Dusty, re: "these will end up costing me some money" - consider it payback! :spend: I have a feeling Stentorians will be on my list sooner or later.


----------



## fusseli (May 1, 2007)

Those look awesome, nice work! I really like the rear-mounted woofers. That being said, I'm curious about the rear mounting of the tweets having a horn effect. Is that intended?


----------



## fitzwaddle (Aug 25, 2010)

fusseli said:


> Those look awesome, nice work! I really like the rear-mounted woofers. That being said, I'm curious about the rear mounting of the tweets having a horn effect. Is that intended?

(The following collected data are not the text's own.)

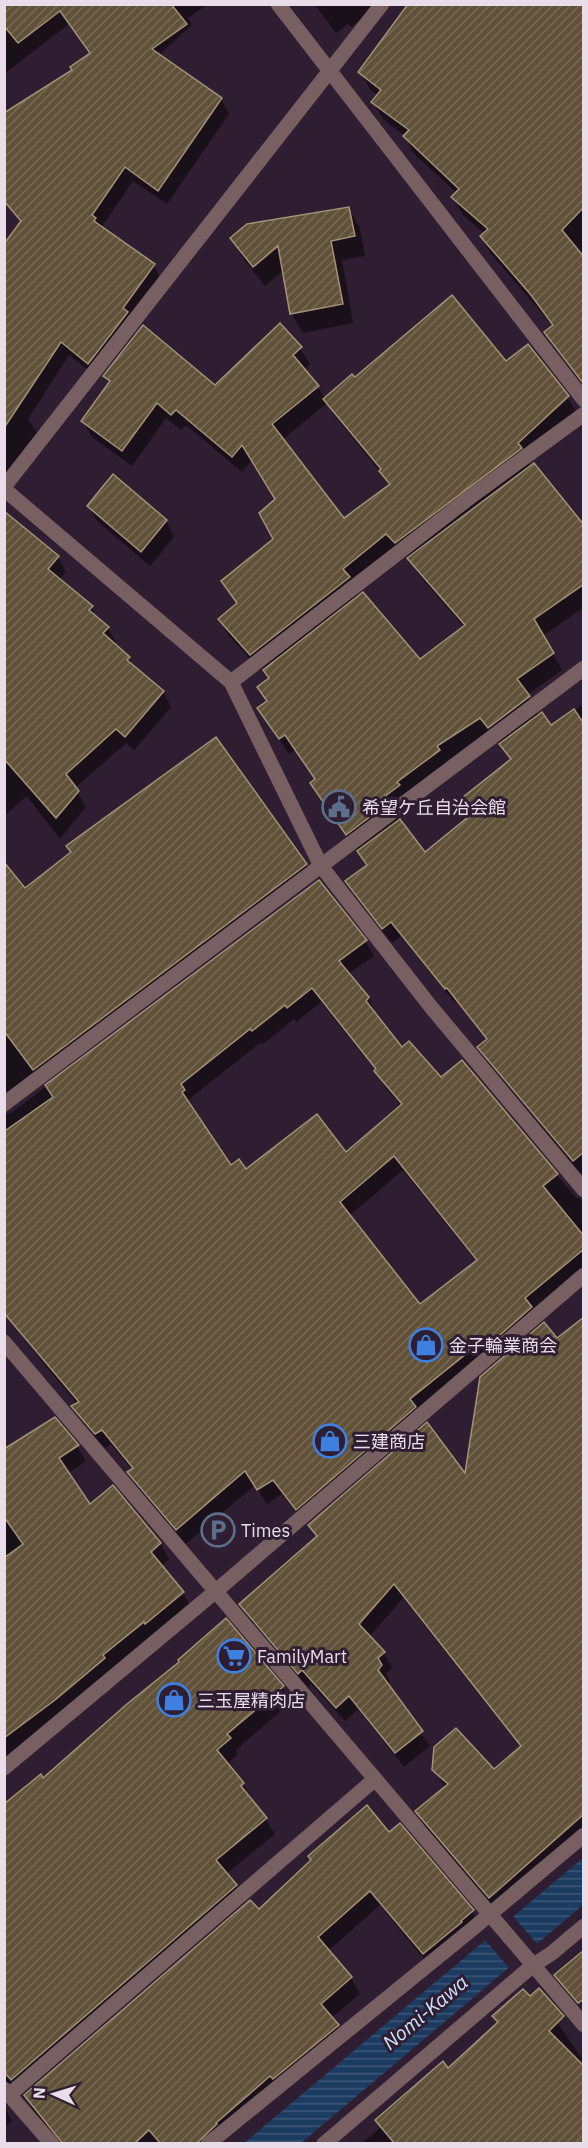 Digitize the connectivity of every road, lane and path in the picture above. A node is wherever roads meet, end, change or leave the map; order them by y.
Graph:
1 (278, 4) edge
2 (382, 4) edge
3 (330, 71) junction
4 (584, 400) edge
5 (584, 414) edge
6 (4, 488) edge
7 (584, 668) edge
8 (231, 682) junction
9 (321, 866) junction
10 (4, 1104) edge
11 (584, 1190) edge
12 (584, 1275) edge
13 (4, 1342) edge
14 (216, 1591) junction
15 (4, 1768) edge
16 (375, 1779) junction
17 (584, 1835) edge
18 (493, 1919) junction
19 (584, 1926) edge
20 (528, 1961) junction
21 (584, 2025) edge
22 (7, 2092) edge
23 (52, 2144) edge
24 (208, 2144) edge
25 (324, 2144) edge

1 - 3 street
2 - 3 street
3 - 4 street
3 - 6 street
5 - 8 street
6 - 8 street
7 - 9 street
8 - 9 street
9 - 10 street
9 - 11 street
12 - 14 street
13 - 14 street
14 - 15 street
14 - 16 street
16 - 18 street
16 - 22 street
17 - 18 street
18 - 20 street
18 - 24 street
19 - 20 street
20 - 21 street
20 - 25 street
22 - 23 street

Thanks fusseli. Re: the rear mounting of the tweeters - I didn't come up with the speaker design, its based on the TLAH plans that I purchased from Bill Fitzmaurice - although I guess I did use more than a little artistic license interpreting it (not quite enough for Bill to tell me "stop you idiot", which he is not shy in doing on occassion addle. The plans do discuss both front and rear mounted tweeters, and suggest roundover if rear mounted, which I did. I suppose it does have some effect vs. flush mount, but I'd only be speculating on what that effect might be (narrowing the horizontal dispersion??).


----------



## robbo266317 (Sep 22, 2008)

Certainly a top notch effort. Have you had a chance for some extended listening yet?


----------



## Anthony (Oct 5, 2006)

Those look great. Turned out really well. Definitely let us know how they end up performing.


----------



## fitzwaddle (Aug 25, 2010)

Got REW working with the ability to measure results of software EQ.

Here's the before:










Here's after EQ (w/ house curve):










I didn't bother trying to boost the L below 80, will likely eventually add a sub and crossover there - difference probably caused by some room and LP/mic assymetry.


----------



## fitzwaddle (Aug 25, 2010)

robbo266317 said:


> Have you had a chance for some extended listening yet?


Have been using them off and on for a few days, but since I've been fiddling with different software solutions for EQ, and EQ settings, can't really say its extended / critical listening - more like just tuning. I think I've got them about where I want them, and will stop fiddling and just listen now.


----------



## Anthony (Oct 5, 2006)

Nice. I got measurement-crazy a while back and you can agonize over every little bump. Just enjoy, let your ears be critical and use the measurements only if/when you think you might have a problem (like needing a crossover tweak or notch filter or something).


----------